_The data_
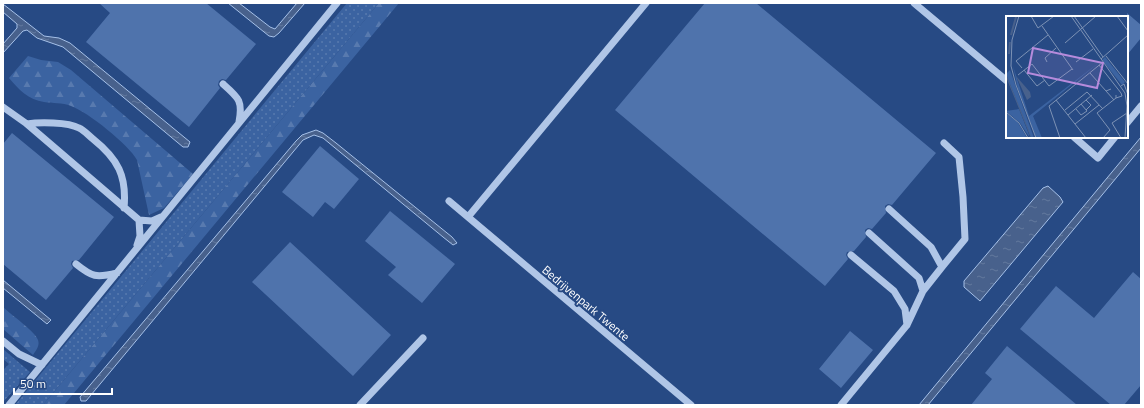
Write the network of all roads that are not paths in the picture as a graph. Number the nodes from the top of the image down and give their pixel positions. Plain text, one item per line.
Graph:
1 (337, 3) edge
2 (646, 3) edge
3 (914, 3) edge
4 (1006, 80) edge
5 (223, 84) dead end
6 (1141, 106) edge
7 (3, 107) edge
8 (1128, 122) edge
9 (27, 124) junction
10 (238, 124) junction
11 (1075, 138) edge
12 (1114, 138) edge
13 (944, 143) dead end
14 (449, 201) dead end
15 (124, 208) junction
16 (889, 209) dead end
17 (164, 215) junction
18 (468, 217) junction
19 (139, 220) junction
20 (869, 233) dead end
21 (135, 251) junction
22 (851, 255) dead end
23 (76, 264) dead end
24 (942, 267) junction
25 (117, 273) junction
26 (923, 291) junction
27 (907, 325) junction
28 (423, 338) dead end
29 (3, 341) edge
30 (42, 365) junction
31 (9, 405) edge
32 (360, 405) edge
33 (691, 405) edge
34 (841, 405) edge

1 - 10 street
2 - 18 street
3 - 4 street
5 - 10 street
6 - 8 street
7 - 9 street
9 - 15 street
9 - 15 street
10 - 17 street
11 - 12 street
13 - 24 street
14 - 18 street, Bedrijvenpark Twente
15 - 19 street
16 - 24 street
17 - 19 street
17 - 21 street
18 - 33 street, Bedrijvenpark Twente
19 - 21 street
20 - 26 street
21 - 25 street
22 - 27 street
23 - 25 street
24 - 26 street
25 - 30 street
26 - 27 street
27 - 34 street
28 - 32 street
29 - 30 street
30 - 31 street

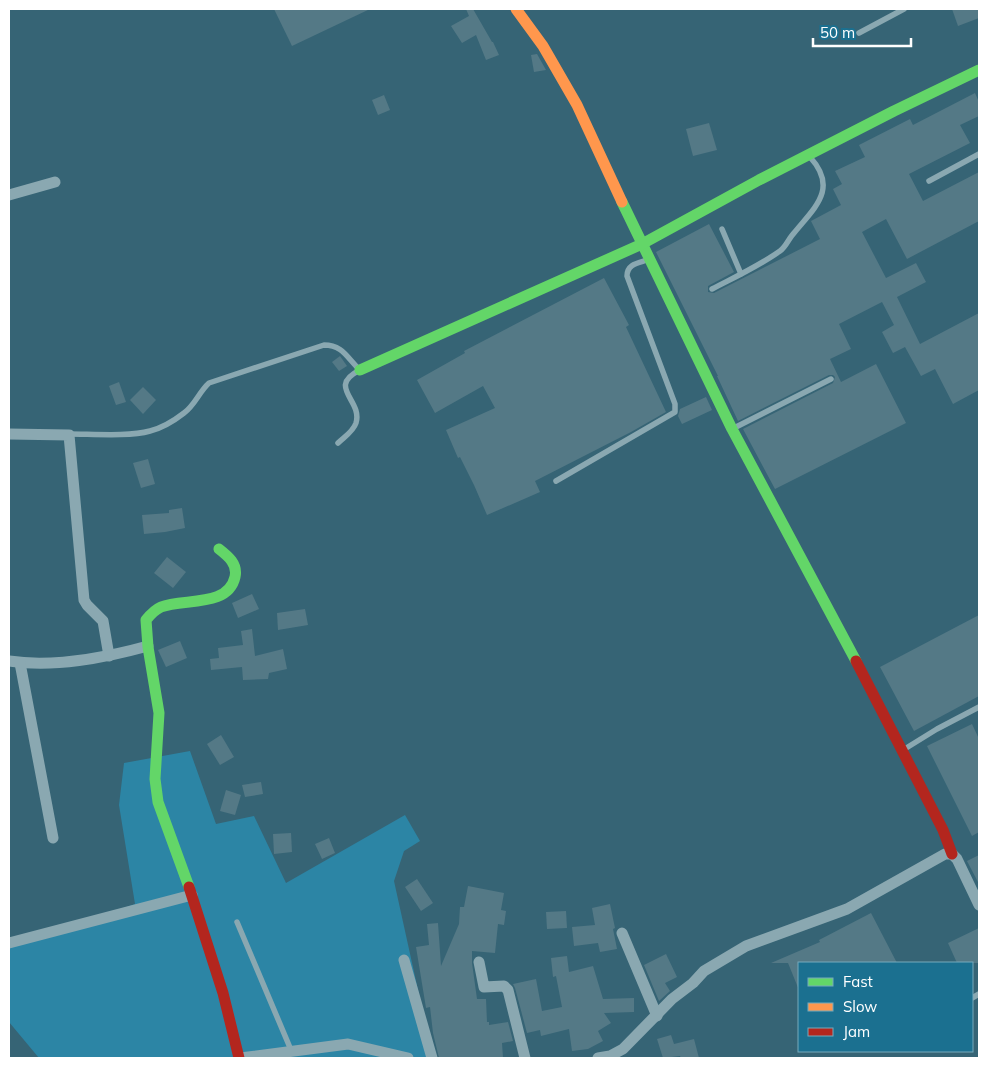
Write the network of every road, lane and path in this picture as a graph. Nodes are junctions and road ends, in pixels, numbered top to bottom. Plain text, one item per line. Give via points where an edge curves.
1 (516, 9) edge
2 (904, 9) edge
3 (860, 33) dead end
4 (979, 70) edge
5 (979, 154) edge
6 (809, 156) junction
7 (929, 181) dead end
8 (55, 182) dead end
9 (9, 195) edge
10 (722, 229) dead end
11 (642, 244) junction
12 (650, 259) junction
13 (741, 274) junction
14 (712, 289) dead end
15 (360, 370) junction
16 (831, 380) dead end
17 (732, 429) junction
18 (9, 434) edge
19 (69, 434) junction
20 (338, 444) dead end
21 (556, 481) dead end
22 (219, 549) dead end
23 (148, 646) junction
24 (108, 656) junction
25 (14, 662) edge
26 (979, 707) edge
27 (902, 750) junction
28 (53, 838) dead end
29 (952, 854) junction
30 (192, 895) junction
31 (979, 905) edge
32 (237, 922) dead end
33 (622, 934) dead end
34 (9, 943) edge
35 (404, 960) dead end
36 (479, 962) dead end
37 (657, 1016) junction
38 (292, 1050) junction
39 (240, 1058) edge
40 (408, 1058) edge
41 (432, 1058) edge
42 (525, 1058) edge
43 (598, 1058) edge

1 - 11 street via 543,46 577,105
2 - 3 lane
4 - 6 street
5 - 7 lane
6 - 11 street
6 - 13 lane via 822,184 822,195 814,211 782,250
8 - 9 street
10 - 13 lane
11 - 12 street
11 - 15 street
12 - 17 street
12 - 21 lane via 630,266 626,276 675,404 674,412
13 - 14 lane
15 - 19 lane via 339,347 324,345 209,383 185,412 150,431
15 - 20 lane via 347,378 346,384 356,422 353,430
16 - 17 lane
17 - 27 street
18 - 19 street
19 - 24 street via 84,600 103,621
22 - 23 street via 234,564 236,572 228,592 155,610 146,620
23 - 24 street
23 - 30 street via 159,725 154,786
24 - 25 street via 54,662
25 - 28 street
26 - 27 lane
27 - 29 street
29 - 31 street
29 - 37 street via 939,857 847,909 746,946 704,972
30 - 34 street
30 - 39 street
32 - 38 lane
33 - 37 street
35 - 41 street
36 - 42 street via 484,987 504,986 508,990
37 - 43 street via 623,1049
38 - 39 street
38 - 40 street via 348,1044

_Work required_
From the line that contains "Write the network of every" through the last line of the records above, copy every line exactly and leave out the rest.

_Response to the exercise_
Write the network of every road, lane and path in this picture as a graph. Nodes are junctions and road ends, in pixels, numbered top to bottom. Plain text, one item per line. Give via points where an edge curves.
1 (516, 9) edge
2 (904, 9) edge
3 (860, 33) dead end
4 (979, 70) edge
5 (979, 154) edge
6 (809, 156) junction
7 (929, 181) dead end
8 (55, 182) dead end
9 (9, 195) edge
10 (722, 229) dead end
11 (642, 244) junction
12 (650, 259) junction
13 (741, 274) junction
14 (712, 289) dead end
15 (360, 370) junction
16 (831, 380) dead end
17 (732, 429) junction
18 (9, 434) edge
19 (69, 434) junction
20 (338, 444) dead end
21 (556, 481) dead end
22 (219, 549) dead end
23 (148, 646) junction
24 (108, 656) junction
25 (14, 662) edge
26 (979, 707) edge
27 (902, 750) junction
28 (53, 838) dead end
29 (952, 854) junction
30 (192, 895) junction
31 (979, 905) edge
32 (237, 922) dead end
33 (622, 934) dead end
34 (9, 943) edge
35 (404, 960) dead end
36 (479, 962) dead end
37 (657, 1016) junction
38 (292, 1050) junction
39 (240, 1058) edge
40 (408, 1058) edge
41 (432, 1058) edge
42 (525, 1058) edge
43 (598, 1058) edge

1 - 11 street via 543,46 577,105
2 - 3 lane
4 - 6 street
5 - 7 lane
6 - 11 street
6 - 13 lane via 822,184 822,195 814,211 782,250
8 - 9 street
10 - 13 lane
11 - 12 street
11 - 15 street
12 - 17 street
12 - 21 lane via 630,266 626,276 675,404 674,412
13 - 14 lane
15 - 19 lane via 339,347 324,345 209,383 185,412 150,431
15 - 20 lane via 347,378 346,384 356,422 353,430
16 - 17 lane
17 - 27 street
18 - 19 street
19 - 24 street via 84,600 103,621
22 - 23 street via 234,564 236,572 228,592 155,610 146,620
23 - 24 street
23 - 30 street via 159,725 154,786
24 - 25 street via 54,662
25 - 28 street
26 - 27 lane
27 - 29 street
29 - 31 street
29 - 37 street via 939,857 847,909 746,946 704,972
30 - 34 street
30 - 39 street
32 - 38 lane
33 - 37 street
35 - 41 street
36 - 42 street via 484,987 504,986 508,990
37 - 43 street via 623,1049
38 - 39 street
38 - 40 street via 348,1044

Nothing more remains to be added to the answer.